* Data to examine

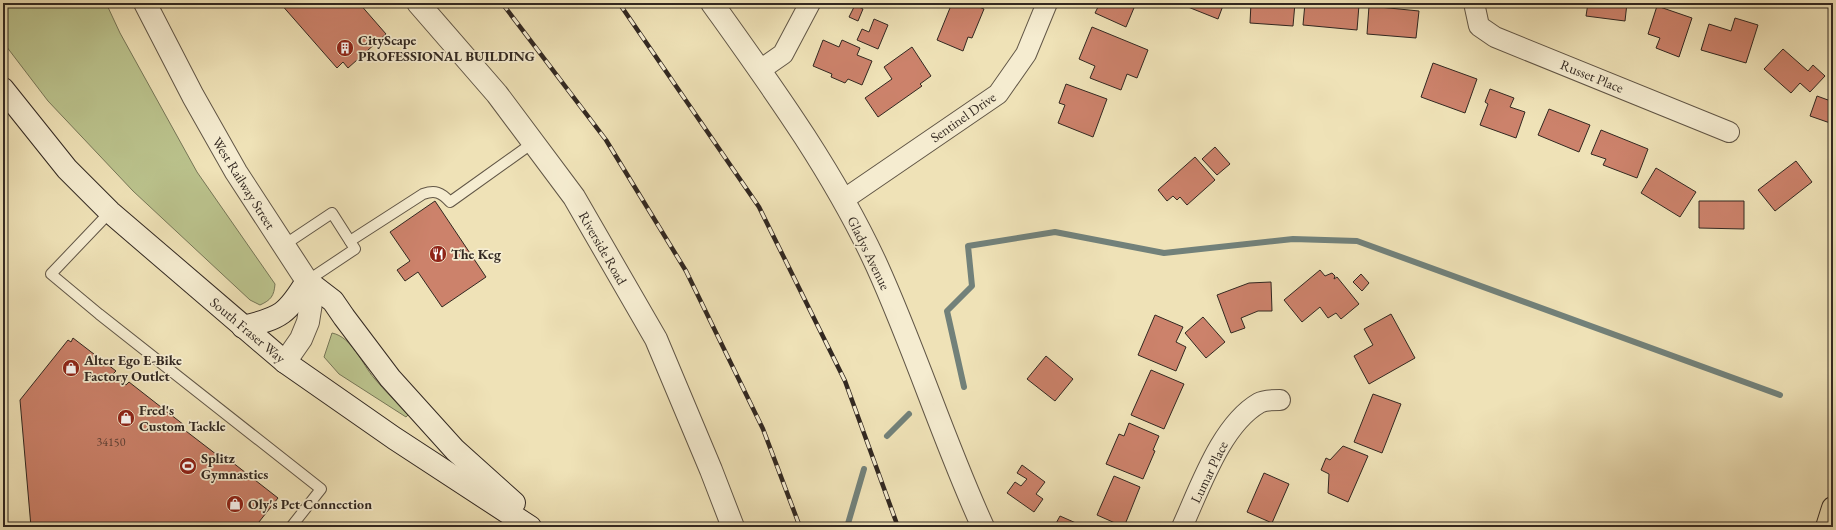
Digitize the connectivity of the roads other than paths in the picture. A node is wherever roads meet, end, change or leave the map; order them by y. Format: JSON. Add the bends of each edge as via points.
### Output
{"nodes":[{"id":1,"x":418,"y":3,"type":"edge"},
{"id":2,"x":712,"y":3,"type":"edge"},
{"id":3,"x":810,"y":3,"type":"edge"},
{"id":4,"x":1047,"y":3,"type":"edge"},
{"id":5,"x":1474,"y":3,"type":"edge"},
{"id":6,"x":148,"y":4,"type":"edge"},
{"id":7,"x":760,"y":70,"type":"junction"},
{"id":8,"x":3,"y":89,"type":"edge"},
{"id":9,"x":1729,"y":132,"type":"dead end"},
{"id":10,"x":534,"y":142,"type":"junction"},
{"id":11,"x":843,"y":200,"type":"junction"},
{"id":12,"x":110,"y":212,"type":"junction"},
{"id":13,"x":284,"y":245,"type":"junction"},
{"id":14,"x":353,"y":245,"type":"junction"},
{"id":15,"x":307,"y":281,"type":"junction"},
{"id":16,"x":243,"y":327,"type":"junction"},
{"id":17,"x":284,"y":362,"type":"junction"},
{"id":18,"x":1280,"y":400,"type":"dead end"},
{"id":19,"x":1833,"y":508,"type":"edge"},
{"id":20,"x":1833,"y":514,"type":"edge"},
{"id":21,"x":291,"y":527,"type":"edge"},
{"id":22,"x":530,"y":527,"type":"edge"},
{"id":23,"x":542,"y":527,"type":"edge"},
{"id":24,"x":733,"y":527,"type":"edge"},
{"id":25,"x":983,"y":527,"type":"edge"},
{"id":26,"x":1182,"y":527,"type":"edge"},
{"id":27,"x":1827,"y":527,"type":"edge"}],
"edges":[{"from":1,"to":10,"type":"street","name":"Riverside Road","via":[[497,94]]},
{"from":2,"to":7,"type":"street","name":"Gladys Avenue"},
{"from":3,"to":7,"type":"street","via":[[783,54]]},
{"from":4,"to":11,"type":"street","name":"Sentinel Drive","via":[[1026,54],[998,94]]},
{"from":5,"to":9,"type":"street","name":"Russet Place","via":[[1479,26],[1495,37]]},
{"from":6,"to":13,"type":"street","name":"West Railway Street","via":[[193,96],[232,165]]},
{"from":7,"to":11,"type":"street","name":"Gladys Avenue","via":[[806,138]]},
{"from":8,"to":12,"type":"street","name":"South Fraser Way","via":[[67,169]]},
{"from":10,"to":14,"type":"lane","via":[[450,202],[442,194],[433,191],[423,194]]},
{"from":10,"to":24,"type":"street","name":"Riverside Road","via":[[574,197],[656,339]]},
{"from":11,"to":25,"type":"street","name":"Gladys Avenue","via":[[877,265]]},
{"from":12,"to":16,"type":"street","name":"South Fraser Way"},
{"from":12,"to":21,"type":"lane","via":[[50,274],[320,489]]},
{"from":13,"to":14,"type":"lane","via":[[332,213]]},
{"from":13,"to":15,"type":"street","name":"West Railway Street"},
{"from":14,"to":15,"type":"lane"},
{"from":15,"to":16,"type":"street","via":[[294,302],[277,317]]},
{"from":15,"to":17,"type":"street","name":"West Railway Street","via":[[311,303],[308,322],[301,339]]},
{"from":15,"to":23,"type":"street","via":[[333,301],[390,378],[455,450]]},
{"from":16,"to":17,"type":"street","name":"South Fraser Way"},
{"from":17,"to":22,"type":"street","name":"South Fraser Way"},
{"from":18,"to":26,"type":"street","name":"Lumar Place","via":[[1260,402],[1241,416],[1221,442]]},
{"from":19,"to":27,"type":"highway"},
{"from":20,"to":27,"type":"highway"}]}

* Brief
Give all the lines above again, character for character, without pictures.

* Response area
Digitize the connectivity of the roads other than paths in the picture. A node is wherever roads meet, end, change or leave the map; order them by y. Format: JSON. Add the bends of each edge as via points.
### Output
{"nodes":[{"id":1,"x":418,"y":3,"type":"edge"},
{"id":2,"x":712,"y":3,"type":"edge"},
{"id":3,"x":810,"y":3,"type":"edge"},
{"id":4,"x":1047,"y":3,"type":"edge"},
{"id":5,"x":1474,"y":3,"type":"edge"},
{"id":6,"x":148,"y":4,"type":"edge"},
{"id":7,"x":760,"y":70,"type":"junction"},
{"id":8,"x":3,"y":89,"type":"edge"},
{"id":9,"x":1729,"y":132,"type":"dead end"},
{"id":10,"x":534,"y":142,"type":"junction"},
{"id":11,"x":843,"y":200,"type":"junction"},
{"id":12,"x":110,"y":212,"type":"junction"},
{"id":13,"x":284,"y":245,"type":"junction"},
{"id":14,"x":353,"y":245,"type":"junction"},
{"id":15,"x":307,"y":281,"type":"junction"},
{"id":16,"x":243,"y":327,"type":"junction"},
{"id":17,"x":284,"y":362,"type":"junction"},
{"id":18,"x":1280,"y":400,"type":"dead end"},
{"id":19,"x":1833,"y":508,"type":"edge"},
{"id":20,"x":1833,"y":514,"type":"edge"},
{"id":21,"x":291,"y":527,"type":"edge"},
{"id":22,"x":530,"y":527,"type":"edge"},
{"id":23,"x":542,"y":527,"type":"edge"},
{"id":24,"x":733,"y":527,"type":"edge"},
{"id":25,"x":983,"y":527,"type":"edge"},
{"id":26,"x":1182,"y":527,"type":"edge"},
{"id":27,"x":1827,"y":527,"type":"edge"}],
"edges":[{"from":1,"to":10,"type":"street","name":"Riverside Road","via":[[497,94]]},
{"from":2,"to":7,"type":"street","name":"Gladys Avenue"},
{"from":3,"to":7,"type":"street","via":[[783,54]]},
{"from":4,"to":11,"type":"street","name":"Sentinel Drive","via":[[1026,54],[998,94]]},
{"from":5,"to":9,"type":"street","name":"Russet Place","via":[[1479,26],[1495,37]]},
{"from":6,"to":13,"type":"street","name":"West Railway Street","via":[[193,96],[232,165]]},
{"from":7,"to":11,"type":"street","name":"Gladys Avenue","via":[[806,138]]},
{"from":8,"to":12,"type":"street","name":"South Fraser Way","via":[[67,169]]},
{"from":10,"to":14,"type":"lane","via":[[450,202],[442,194],[433,191],[423,194]]},
{"from":10,"to":24,"type":"street","name":"Riverside Road","via":[[574,197],[656,339]]},
{"from":11,"to":25,"type":"street","name":"Gladys Avenue","via":[[877,265]]},
{"from":12,"to":16,"type":"street","name":"South Fraser Way"},
{"from":12,"to":21,"type":"lane","via":[[50,274],[320,489]]},
{"from":13,"to":14,"type":"lane","via":[[332,213]]},
{"from":13,"to":15,"type":"street","name":"West Railway Street"},
{"from":14,"to":15,"type":"lane"},
{"from":15,"to":16,"type":"street","via":[[294,302],[277,317]]},
{"from":15,"to":17,"type":"street","name":"West Railway Street","via":[[311,303],[308,322],[301,339]]},
{"from":15,"to":23,"type":"street","via":[[333,301],[390,378],[455,450]]},
{"from":16,"to":17,"type":"street","name":"South Fraser Way"},
{"from":17,"to":22,"type":"street","name":"South Fraser Way"},
{"from":18,"to":26,"type":"street","name":"Lumar Place","via":[[1260,402],[1241,416],[1221,442]]},
{"from":19,"to":27,"type":"highway"},
{"from":20,"to":27,"type":"highway"}]}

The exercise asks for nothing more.